▸ **Instructions for the task**
Copy each line of the listing below where the word "serif" turns up.

▸ **Material for this task**

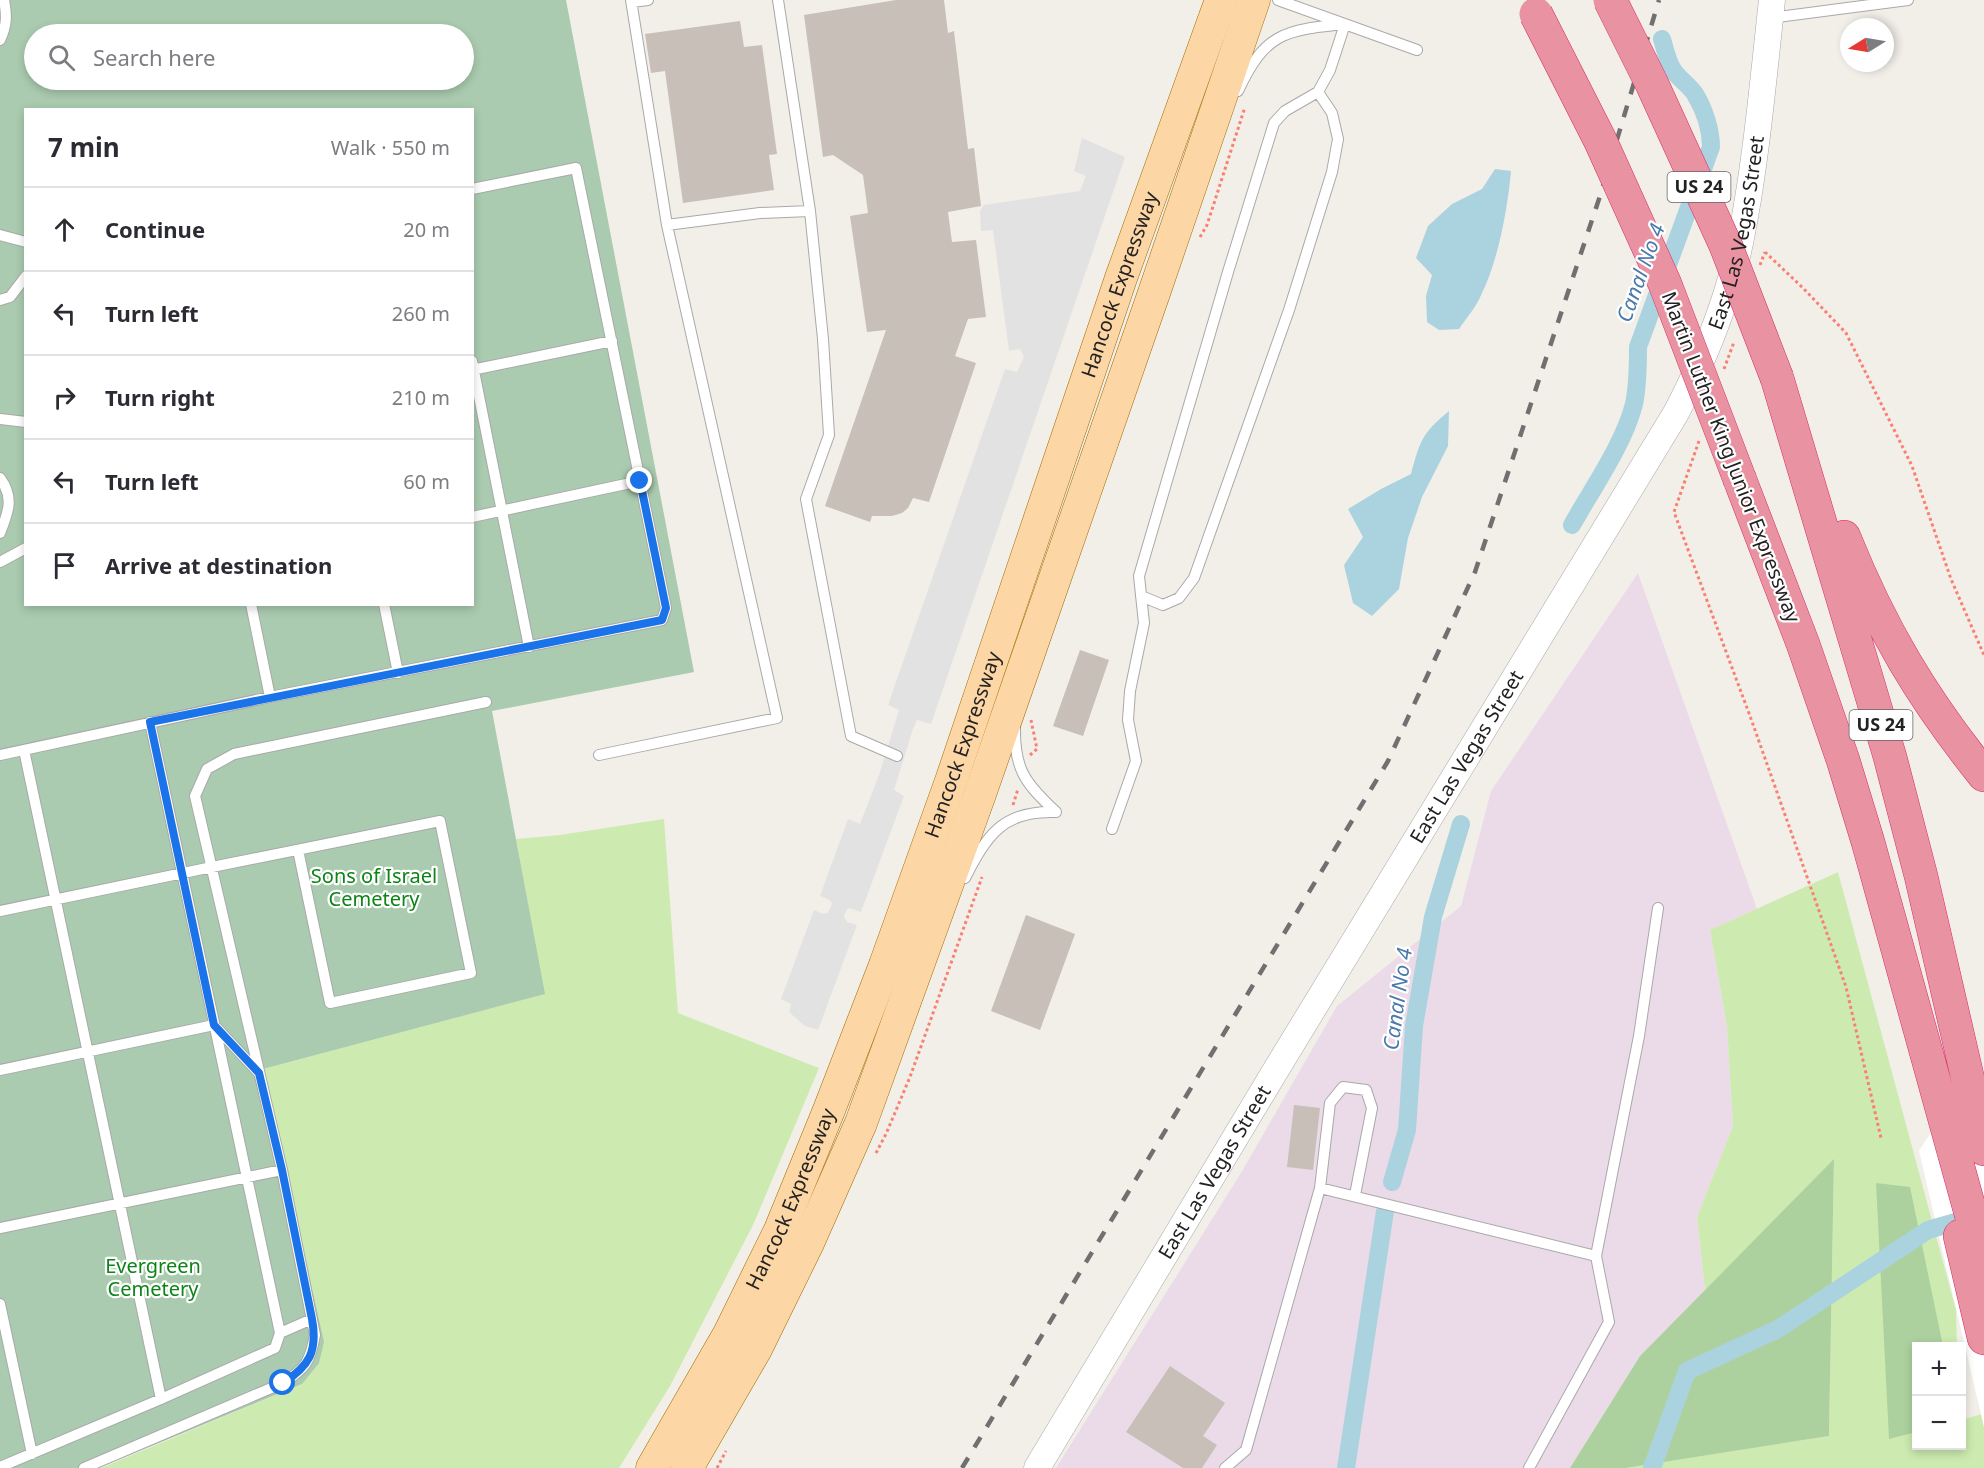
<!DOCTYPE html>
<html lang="en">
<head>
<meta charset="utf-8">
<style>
  :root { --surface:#fff; --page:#f7f7f7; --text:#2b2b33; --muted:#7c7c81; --line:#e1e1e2 }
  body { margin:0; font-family:"Noto Sans",sans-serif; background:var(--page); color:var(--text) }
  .controls { position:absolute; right:18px; bottom:18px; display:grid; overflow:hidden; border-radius:0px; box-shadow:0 3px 9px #0003 }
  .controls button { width:54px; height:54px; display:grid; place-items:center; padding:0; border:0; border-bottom:2px solid var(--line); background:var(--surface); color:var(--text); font:30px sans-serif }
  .compass { position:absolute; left:1840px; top:18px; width:54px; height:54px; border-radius:50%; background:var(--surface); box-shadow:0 3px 9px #0003; rotate:259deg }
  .stop { position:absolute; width:18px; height:18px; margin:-14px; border:4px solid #1a73e8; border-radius:50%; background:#fff }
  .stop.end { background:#1a73e8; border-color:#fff; box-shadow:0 2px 6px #0008 }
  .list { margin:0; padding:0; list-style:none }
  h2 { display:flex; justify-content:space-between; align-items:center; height:78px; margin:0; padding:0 24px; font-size:26px }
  h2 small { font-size:20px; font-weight:400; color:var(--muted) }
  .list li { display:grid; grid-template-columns:39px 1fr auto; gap:18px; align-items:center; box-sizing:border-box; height:84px; padding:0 24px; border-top:2px solid var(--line) }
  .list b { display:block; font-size:22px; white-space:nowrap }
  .list em { font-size:20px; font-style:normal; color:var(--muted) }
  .icon { flex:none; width:33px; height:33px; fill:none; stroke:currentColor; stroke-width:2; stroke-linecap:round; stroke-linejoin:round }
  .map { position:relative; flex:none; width:1984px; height:1468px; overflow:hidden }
  .search { position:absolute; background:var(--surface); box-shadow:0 3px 9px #0003; left:24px; top:24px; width:450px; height:66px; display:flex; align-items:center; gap:15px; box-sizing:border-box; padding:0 21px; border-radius:33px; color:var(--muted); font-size:22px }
  .panel { position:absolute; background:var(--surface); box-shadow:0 3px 9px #0003; left:24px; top:108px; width:450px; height:498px; border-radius:0px }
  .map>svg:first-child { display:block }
</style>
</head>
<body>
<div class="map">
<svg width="1984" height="1468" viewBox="0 0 1984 1468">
  <rect width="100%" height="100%" fill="#f2efe9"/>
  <path fill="#ebdbe8" d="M1638,573L1757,909L1710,930L1727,1026L1733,1126L1697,1217L1705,1290L1640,1356L1570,1468H1056L1241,1173L1337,1006L1461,906L1491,791Z"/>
  <path fill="#cdebb0" d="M664,819L678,1013L819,1068L754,1223L670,1386L619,1468H101L302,1384L263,1069L544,994L516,839L560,835Z
    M1838,872L1956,1310L1957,1346H1916V1446H1962V1420L1982,1414L1984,1426V1468H1626L1829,1436L1834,1160L1705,1290L1697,1217L1733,1126L1727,1026L1710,930Z"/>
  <path fill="#add19e" d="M1834,1159L1829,1436L1626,1468H1570L1640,1356Z
    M1876,1183L1910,1187L1943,1346H1916V1432L1889,1439Z"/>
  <path fill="#aacbaf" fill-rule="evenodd" d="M0,0H566L694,672L492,711L545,994L263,1069L324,1342L319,1363L302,1384L98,1468H0ZM34,34H464V80H34ZM26,110H472V604H26Z"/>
  <path fill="#e2e2e2" d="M1082,138L1125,157L931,724L917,720L913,729L894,790L904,796L861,912L849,908L846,911L844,917L847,922L857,925L818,1030L805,1026L789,1012L791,1004L781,999L814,910L823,914L828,913L832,904L830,900L820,896L848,819L860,824L879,775L899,710L888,705L1005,369L1017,372L1024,357L1020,349L1009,351L993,230L981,231L980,211L984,205L1080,191L1086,176L1074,171Z"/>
  <path fill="#aad3df" d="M1495,169L1511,171C1508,207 1498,261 1482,293C1477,306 1467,317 1459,329L1439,330L1427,322L1426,296L1432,275L1416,258L1428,226L1452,204L1482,189Z
    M1449,411L1448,446L1422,497L1408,538L1399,589L1372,616L1353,603L1344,565L1363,537L1348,509L1381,489L1411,474C1420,441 1422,433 1449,411Z"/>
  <path fill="#fff" d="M1976,1061L1984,1094V1427L1919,1151Z"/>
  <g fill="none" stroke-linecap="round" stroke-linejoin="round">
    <path stroke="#aad3df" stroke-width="18" d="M1572,525C1592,489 1624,444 1634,404C1638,385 1638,366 1638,347L1711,147C1711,129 1704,109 1695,94C1689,85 1679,79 1673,70C1667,60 1665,49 1662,39
      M1392,1182L1407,1130L1414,1026L1433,917L1461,824
      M1346,1468L1385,1211
      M1652,1468L1687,1371L1778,1329L1928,1230L1973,1217"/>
  </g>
  <path fill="#c7bfb8" d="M896,0H944L948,33L954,31L968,149L974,148L981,206L948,212L952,242L976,240L986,317L968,319L955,356L976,363L929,502L913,498L908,508L902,513L892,516H872L870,522L825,506L886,330L867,332L850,216L868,213L863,175L833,155L823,157L804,15Z
    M740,21L744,47L762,45L777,154L769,155L774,190L683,203L665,71L651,73L645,34Z
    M1080,650L1109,660L1083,736L1053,726Z
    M1026,915L1075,934L1040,1030L991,1011Z
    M1294,1105L1320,1108L1313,1170L1287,1167Z
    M1170,1366L1225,1403L1203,1436L1217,1445L1202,1468H1183L1126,1432Z"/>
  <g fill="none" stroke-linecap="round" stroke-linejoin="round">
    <g stroke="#a9a9a9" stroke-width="12">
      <path id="service" d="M778,0L810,211L823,339L829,435L806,499L851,736L897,756
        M1278,0L1417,50
        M632,2L648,0
        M1770,18L1908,0
        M0,40C7,26 7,15 4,0
        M667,225L760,213L810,211
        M0,235L26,242
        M0,300L10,297L26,276
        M472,361L529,647
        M472,370L612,341
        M0,419L26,422
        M0,478C14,497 9,511 0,533
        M472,517L640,481
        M0,562L26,548
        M1141,596L1163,605L1179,598L1194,578L1289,310L1332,172L1338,139L1332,113L1318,92
        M251,604L270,697
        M384,604L398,673
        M150,722L280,1333
        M1015,727C1014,770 1026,784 1056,812
        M24,750L161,1399
        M0,755L270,697L662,620L666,608L576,168L472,189
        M599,755L777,718L667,225L631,0
        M1112,829L1136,761L1128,720L1130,691L1144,623L1139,576L1228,272L1274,123L1285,111L1318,92L1330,70L1345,24C1284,30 1265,33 1238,91
        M965,878C987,835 1003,810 1056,812
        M0,911L212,867L440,821L471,973L330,1003L298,850
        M0,1070L214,1025L259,1073
        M1320,1188L1330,1103L1343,1087L1366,1090L1372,1108L1355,1195
        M0,1228L282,1170
        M0,1304L32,1454
        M0,1467L161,1399L275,1348L280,1333L312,1319
        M84,1468L283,1383C306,1368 310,1362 315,1335L282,1170L195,796L207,769L234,754L486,702
        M1225,1468L1246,1450L1320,1188L1596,1256L1639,1036L1658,908
        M1529,1468L1609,1322L1596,1256"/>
    </g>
    <g stroke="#a9a9a9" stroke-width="27">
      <g id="tertiary">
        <path id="s1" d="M1037,1468L1274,1073L1676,413C1704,360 1727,303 1740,243C1756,164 1763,81 1772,0"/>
      </g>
    </g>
    <g stroke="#a06b00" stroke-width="33">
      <g id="primary">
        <path id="s2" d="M652,1468L729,1334L780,1230L829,1110L885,965L951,781L1121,278L1221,0"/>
        <path d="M687,1468L756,1349L808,1243L861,1123L980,794L1154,293L1254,0"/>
      </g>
    </g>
    <g stroke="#dc2a67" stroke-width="34">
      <path id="motorway" d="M1777,378L1890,757L1921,876L1984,1149
        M1740,480L1803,644L1843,760L1868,842L1984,1261
        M1844,537C1881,629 1922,698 1984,775
        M1960,1236L1984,1338"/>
    </g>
    <path stroke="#fa8072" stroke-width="3" stroke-dasharray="3 3" stroke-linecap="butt" d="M1200,237L1207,225L1245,107
      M1765,252L1803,288L1846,333L1912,466L1951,579L1984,655
      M1760,265L1765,252
      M1724,369L1734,342
      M1699,441L1674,512L1750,716L1846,987L1881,1138
      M1030,755L1037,749L1031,720
      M1013,805L1018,789
      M876,1153L886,1134L910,1077L982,877
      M717,1468L726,1451"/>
    <use href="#service" stroke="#fff" stroke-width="10"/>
    <use href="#tertiary" stroke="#fff" stroke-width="26"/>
    <use href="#primary" stroke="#fcd6a4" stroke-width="32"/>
    <use href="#motorway" stroke="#e892a2" stroke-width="33"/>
    <path stroke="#707070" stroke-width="4.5" stroke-dasharray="12 12" stroke-linecap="butt" d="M962,1468L1388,761L1475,572L1600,196L1659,0"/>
    <g stroke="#dc2a67" stroke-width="34" stroke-linecap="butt">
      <path id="motorway-bridge" d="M1610,0L1652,84L1726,246L1777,378
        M1536,14L1600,140L1665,284L1740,480"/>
    </g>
    <use href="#motorway-bridge" stroke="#e892a2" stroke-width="33"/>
  </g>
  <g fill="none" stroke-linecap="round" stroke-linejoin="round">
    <path stroke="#1a73e8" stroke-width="8" d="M283,1383C309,1366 318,1352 312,1319L282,1170L259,1073L214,1025L150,722L662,620L666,608L640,481"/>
  </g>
  <g text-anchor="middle" stroke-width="4.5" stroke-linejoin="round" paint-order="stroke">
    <g fill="#fff" stroke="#646464" stroke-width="1.5">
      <rect x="1667.5" y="172" width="63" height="30" rx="4.5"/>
      <rect x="1849.5" y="710" width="63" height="30" rx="4.5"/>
    </g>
    <g font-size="18" font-weight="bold" fill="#222">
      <text x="1699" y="193">US 24</text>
      <text x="1881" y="731">US 24</text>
    </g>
    <g font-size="20" fill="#222" stroke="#fff">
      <text dy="7" stroke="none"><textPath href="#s1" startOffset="1425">East Las Vegas Street</textPath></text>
      <text dy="7" stroke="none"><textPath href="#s2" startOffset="1275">Hancock Expressway</textPath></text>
      <text transform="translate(1731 457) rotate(69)" y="7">Martin Luther King Junior Expressway</text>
      <text dy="7" stroke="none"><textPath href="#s2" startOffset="789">Hancock Expressway</textPath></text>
      <text dy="7" stroke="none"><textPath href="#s1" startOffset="831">East Las Vegas Street</textPath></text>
      <text dy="7" stroke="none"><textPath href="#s1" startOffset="345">East Las Vegas Street</textPath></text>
      <text dy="7" stroke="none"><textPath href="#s2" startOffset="303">Hancock Expressway</textPath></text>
    </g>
    <g font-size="20" fill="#0c8416" stroke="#fff">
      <text x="374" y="883">Sons of Israel<tspan x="374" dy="23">Cemetery</tspan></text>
      <text x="153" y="1273">Evergreen<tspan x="153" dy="23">Cemetery</tspan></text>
    </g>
    <g font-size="21" font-style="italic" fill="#4a7aab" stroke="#fff">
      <text transform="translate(1641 273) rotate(-70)" y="7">Canal No 4</text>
      <text transform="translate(1398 999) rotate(-82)" y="7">Canal No 4</text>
    </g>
  </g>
</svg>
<div class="controls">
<button>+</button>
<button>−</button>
</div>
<svg class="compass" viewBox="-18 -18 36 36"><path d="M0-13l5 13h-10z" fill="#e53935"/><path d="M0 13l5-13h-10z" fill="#7c7c81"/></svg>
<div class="stop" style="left:283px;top:1383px"></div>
<div class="stop end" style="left:640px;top:481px"></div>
<div class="search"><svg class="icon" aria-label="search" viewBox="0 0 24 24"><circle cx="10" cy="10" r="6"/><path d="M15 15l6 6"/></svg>Search here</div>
<section class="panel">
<h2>7 min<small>Walk · 550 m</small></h2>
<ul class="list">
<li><svg class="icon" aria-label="ahead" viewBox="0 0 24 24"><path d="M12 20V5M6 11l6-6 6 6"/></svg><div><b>Continue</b></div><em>20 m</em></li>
<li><svg class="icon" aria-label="left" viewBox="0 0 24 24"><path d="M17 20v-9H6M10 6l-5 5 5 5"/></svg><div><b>Turn left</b></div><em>260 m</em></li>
<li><svg class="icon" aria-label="right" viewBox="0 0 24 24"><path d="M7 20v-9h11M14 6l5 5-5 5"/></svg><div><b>Turn right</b></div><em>210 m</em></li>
<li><svg class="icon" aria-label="left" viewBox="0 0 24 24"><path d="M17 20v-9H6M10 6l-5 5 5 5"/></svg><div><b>Turn left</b></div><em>60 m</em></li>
<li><svg class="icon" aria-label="arrive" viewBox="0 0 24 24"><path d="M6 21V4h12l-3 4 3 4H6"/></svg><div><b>Arrive at destination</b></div></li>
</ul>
</section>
</div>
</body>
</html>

▸ **Response**
  body { margin:0; font-family:"Noto Sans",sans-serif; background:var(--page); color:var(--text) }
  .controls button { width:54px; height:54px; display:grid; place-items:center; padding:0; border:0; border-bottom:2px solid var(--line); background:var(--surface); color:var(--text); font:30px sans-serif }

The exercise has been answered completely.